Park Slope journalist Gersh Kuntzman takes
aim at America’s favorite sport – driving huge, gas-guzzling
vehicles – and the governmental policies that support it in his
new musical, "SUV: The Musical!"
Kuntzman is an editor and rewrite man for the New York Post,
but it was while he was also a columnist for Newsweek, from 2001
until this year, that he got the inspiration for "SUV: The
Musical!," one of 200 works selected from 800 entries in
this month’s New York International Fringe Festival in Manhattan.
Kuntzman wrote a general interest column about American topics
where he says he mostly "tried to give a New Yorker’s take
on being stuck with the rest of this country."
"Most of America lives in this bizarre world of big cars,
huge restaurant portions and isolation from their fellow Americans,"
Kuntzman told GO Brooklyn. "That’s why the SUV was the perfect
metaphor."
America’s obsession with quantity prompted "Bigger Is Better,"
the opening number in "SUV: The Musical!": "Have
you seen the Pentagon? It’s not some little fort!/Or the cinnamon
buns they’re selling at your hometown mall food court?/No winter
storm is worthy ’til we’re under tons of snow/ We even love the
deficit, let’s watch those trillions grow!"
But when Kuntzman wrote about SUVs in his column, he found they
were the "single, biggest hot-button issue."
"I found that whenever I wrote about SUVs, it would generate
so much hate mail from owners of SUVs who regarded it as a birthright
that they should be able to drive whatever they wanted to,"
says Kuntzman, who covered the Brooklyn Cyclones for The Brooklyn
Papers from 2001 to 2003. "At the same time, I would get
letters from environmentalists who would make their own vehement,
dogmatic arguments."
"SUV: The Musical!" is a tongue-in-cheek love story;
Kuntzman describes the plot as "boy-meets-girl, boy designs
a really big SUV for girl, boy loses girl to an environmental
activist, boy is sentenced to death for crimes against humanity."

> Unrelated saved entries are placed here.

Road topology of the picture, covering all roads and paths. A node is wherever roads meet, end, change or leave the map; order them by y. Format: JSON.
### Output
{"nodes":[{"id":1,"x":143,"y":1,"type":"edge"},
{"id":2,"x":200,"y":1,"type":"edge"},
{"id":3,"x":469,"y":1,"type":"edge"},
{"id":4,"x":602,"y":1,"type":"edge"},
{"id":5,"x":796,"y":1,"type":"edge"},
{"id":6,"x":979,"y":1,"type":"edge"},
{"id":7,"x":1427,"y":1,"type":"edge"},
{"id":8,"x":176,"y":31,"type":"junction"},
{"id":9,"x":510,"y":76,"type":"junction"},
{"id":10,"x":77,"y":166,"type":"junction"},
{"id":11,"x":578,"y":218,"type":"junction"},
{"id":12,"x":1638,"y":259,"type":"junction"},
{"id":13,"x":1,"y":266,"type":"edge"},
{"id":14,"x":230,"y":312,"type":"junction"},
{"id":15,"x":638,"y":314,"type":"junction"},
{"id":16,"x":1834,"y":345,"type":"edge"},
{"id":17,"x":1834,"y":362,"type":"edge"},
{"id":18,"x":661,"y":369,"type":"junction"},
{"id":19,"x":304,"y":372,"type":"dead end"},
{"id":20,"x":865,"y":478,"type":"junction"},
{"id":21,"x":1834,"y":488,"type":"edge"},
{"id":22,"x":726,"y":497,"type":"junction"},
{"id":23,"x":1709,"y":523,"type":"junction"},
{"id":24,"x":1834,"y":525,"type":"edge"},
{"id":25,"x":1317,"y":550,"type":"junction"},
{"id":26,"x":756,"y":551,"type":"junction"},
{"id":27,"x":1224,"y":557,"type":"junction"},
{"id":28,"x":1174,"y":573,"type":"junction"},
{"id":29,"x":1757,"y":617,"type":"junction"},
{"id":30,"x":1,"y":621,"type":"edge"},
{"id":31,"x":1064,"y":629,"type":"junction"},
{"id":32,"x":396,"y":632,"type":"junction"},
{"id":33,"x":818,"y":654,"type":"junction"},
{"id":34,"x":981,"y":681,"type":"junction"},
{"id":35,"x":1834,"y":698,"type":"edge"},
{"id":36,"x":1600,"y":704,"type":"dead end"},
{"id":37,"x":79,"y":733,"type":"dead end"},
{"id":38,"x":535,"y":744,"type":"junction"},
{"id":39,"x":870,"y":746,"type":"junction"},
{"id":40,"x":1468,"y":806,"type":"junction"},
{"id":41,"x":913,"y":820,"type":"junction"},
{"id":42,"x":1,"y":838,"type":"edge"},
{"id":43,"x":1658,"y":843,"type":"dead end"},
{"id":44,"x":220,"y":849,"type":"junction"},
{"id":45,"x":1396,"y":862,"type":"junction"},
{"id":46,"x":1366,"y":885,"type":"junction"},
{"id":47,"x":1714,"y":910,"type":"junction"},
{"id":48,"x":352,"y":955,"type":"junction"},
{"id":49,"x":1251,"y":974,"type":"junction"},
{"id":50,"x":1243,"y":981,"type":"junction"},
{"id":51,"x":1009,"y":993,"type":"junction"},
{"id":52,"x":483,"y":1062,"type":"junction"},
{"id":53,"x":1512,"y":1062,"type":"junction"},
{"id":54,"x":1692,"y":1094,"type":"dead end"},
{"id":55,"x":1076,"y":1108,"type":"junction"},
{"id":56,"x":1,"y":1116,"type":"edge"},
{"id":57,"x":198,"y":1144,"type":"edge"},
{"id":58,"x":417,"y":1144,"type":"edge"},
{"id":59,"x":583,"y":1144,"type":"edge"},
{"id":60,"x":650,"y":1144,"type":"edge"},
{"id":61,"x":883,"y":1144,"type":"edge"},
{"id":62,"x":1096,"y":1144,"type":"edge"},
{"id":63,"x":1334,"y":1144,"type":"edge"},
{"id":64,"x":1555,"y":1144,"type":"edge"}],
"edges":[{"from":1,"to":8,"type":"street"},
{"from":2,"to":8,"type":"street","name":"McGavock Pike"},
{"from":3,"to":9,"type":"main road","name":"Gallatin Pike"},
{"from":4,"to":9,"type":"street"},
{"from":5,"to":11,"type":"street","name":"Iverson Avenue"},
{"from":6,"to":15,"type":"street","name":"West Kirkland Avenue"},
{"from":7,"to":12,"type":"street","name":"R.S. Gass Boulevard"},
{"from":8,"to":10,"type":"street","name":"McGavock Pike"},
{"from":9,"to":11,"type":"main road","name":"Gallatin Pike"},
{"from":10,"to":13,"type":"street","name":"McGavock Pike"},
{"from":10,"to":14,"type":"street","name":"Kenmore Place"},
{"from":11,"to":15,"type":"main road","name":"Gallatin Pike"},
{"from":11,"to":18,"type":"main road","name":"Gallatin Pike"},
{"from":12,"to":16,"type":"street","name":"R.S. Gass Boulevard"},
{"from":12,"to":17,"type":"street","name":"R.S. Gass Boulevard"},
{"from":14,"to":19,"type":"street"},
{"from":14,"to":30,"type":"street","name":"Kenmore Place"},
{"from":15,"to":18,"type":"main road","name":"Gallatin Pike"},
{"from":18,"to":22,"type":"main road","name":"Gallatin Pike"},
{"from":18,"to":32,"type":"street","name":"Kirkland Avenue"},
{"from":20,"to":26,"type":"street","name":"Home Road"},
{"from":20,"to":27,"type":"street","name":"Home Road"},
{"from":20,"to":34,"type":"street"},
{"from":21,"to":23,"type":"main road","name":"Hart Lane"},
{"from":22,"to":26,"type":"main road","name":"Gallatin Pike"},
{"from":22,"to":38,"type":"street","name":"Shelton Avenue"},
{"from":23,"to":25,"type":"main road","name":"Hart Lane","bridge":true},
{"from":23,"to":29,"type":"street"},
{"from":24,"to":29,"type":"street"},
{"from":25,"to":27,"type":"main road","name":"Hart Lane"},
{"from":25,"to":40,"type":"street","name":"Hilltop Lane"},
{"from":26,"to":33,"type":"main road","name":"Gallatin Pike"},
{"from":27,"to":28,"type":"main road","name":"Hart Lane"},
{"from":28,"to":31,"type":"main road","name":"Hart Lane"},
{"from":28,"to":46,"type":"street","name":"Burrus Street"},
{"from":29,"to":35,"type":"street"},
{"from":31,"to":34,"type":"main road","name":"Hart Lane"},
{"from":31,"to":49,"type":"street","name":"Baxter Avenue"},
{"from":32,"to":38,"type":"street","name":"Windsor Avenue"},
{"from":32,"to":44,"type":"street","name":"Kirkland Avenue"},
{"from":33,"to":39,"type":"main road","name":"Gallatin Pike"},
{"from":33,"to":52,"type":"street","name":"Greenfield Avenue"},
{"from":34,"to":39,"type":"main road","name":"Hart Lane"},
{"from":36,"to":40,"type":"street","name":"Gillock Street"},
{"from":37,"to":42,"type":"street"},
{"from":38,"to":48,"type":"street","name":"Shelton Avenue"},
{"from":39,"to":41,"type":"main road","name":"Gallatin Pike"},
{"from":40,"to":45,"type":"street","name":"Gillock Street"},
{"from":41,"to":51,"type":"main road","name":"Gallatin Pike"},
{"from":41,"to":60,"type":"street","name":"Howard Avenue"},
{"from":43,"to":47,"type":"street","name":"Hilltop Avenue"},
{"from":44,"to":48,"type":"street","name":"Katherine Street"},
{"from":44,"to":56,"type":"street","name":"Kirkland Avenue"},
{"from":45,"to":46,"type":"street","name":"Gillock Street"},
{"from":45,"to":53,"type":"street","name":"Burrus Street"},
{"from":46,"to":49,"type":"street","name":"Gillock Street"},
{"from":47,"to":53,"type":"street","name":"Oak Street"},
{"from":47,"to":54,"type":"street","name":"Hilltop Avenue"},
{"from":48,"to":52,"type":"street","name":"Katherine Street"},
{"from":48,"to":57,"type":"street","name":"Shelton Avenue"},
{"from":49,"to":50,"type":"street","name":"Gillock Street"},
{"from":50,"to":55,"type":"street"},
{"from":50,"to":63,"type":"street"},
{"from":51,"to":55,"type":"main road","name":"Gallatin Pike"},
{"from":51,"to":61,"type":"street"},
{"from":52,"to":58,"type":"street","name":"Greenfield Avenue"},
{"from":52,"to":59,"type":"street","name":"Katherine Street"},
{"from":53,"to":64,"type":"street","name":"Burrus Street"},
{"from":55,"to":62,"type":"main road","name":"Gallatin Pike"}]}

The musical follows hero environmentalist Max Blank (Kenny Wade
Marshall, of Sunset Park) as he takes on a double-dealing Saudi
sheik and two randy crash test dummies in an effort to foil Behemoth
Motor’s plot to destroy America. His task, however, is complicated
when he falls in love with Sarah, the wife of the evil SUV designer
Dick Johnson.
The final resolution answers such questions as: Does Max end
up with Sarah? Does the new Behemoth Destroyer revive America’s
flagging auto industry? Does Saudi ambassador Bindar al-Subhai
al-Mohammad ("Call me Al") al-Quarzi succeed in driving
up oil prices to $5 per gallon? And most important: do the crash
test dummies find true love?
Along the way, there’s "political intrigue, drama, suspense,
laughs and chills," says Kuntzman.
Beneath all the fun is a satire on America, a country Kuntzman
thinks has "gone down the wrong road – the road of waste
and inefficiency and a belief that our nation is always right."
For Kuntzman, the SUV is a "great symbol of our nation now."
"SUV: The Musical!" is the 40-year-old playwright’s
second show at the Fringe; last year’s show was "An Evening
of Semi-Autobiographical Highly Self-Indulgent Comedy."
"SUV" is filled with music (composed by Marc Dinkin)
and dance (choreographed by Fort Greene-ite Katie Workum). Workum
has created four big dance numbers with the full cast of 12 and
smaller numbers for each of the songs.
"Our double-dealing sheik [played by Derek Roland] does
a great solo tap number," says Kuntzman.
Dinkin has written both lyrics and music for what Kuntzman calls
"up-tempo numbers and a few ballads, the most important
of which is sung by one crash dummy to another.
"It will bring tears to your eyes," guarantees Kuntzman.
Although he insists his musical is an old-fashioned, three-hankie
timeless love story, Kuntzman modestly describes "SUV"
as "a raucous satire of American life."
At a time when gasoline prices are soaring while SUVs run rampant
on our streets and roadways, and oil is intricately involved
in terrorism and war, "SUV: The Musical" is certainly
topical no matter which side of the highway you take your stand.
Neo-Shtick Theater presents "SUV:
The Musical" at the New York International Fringe Festival
Aug. 13 at noon, Aug. 15 at 7:45 pm, Aug. 19 at 4 pm, Aug. 24
at 10:30 pm and Aug. 27 at 8:15 pm at The Village Theater, 150
Bleecker St. at Thompson Street in Manhattan. Tickets are $15.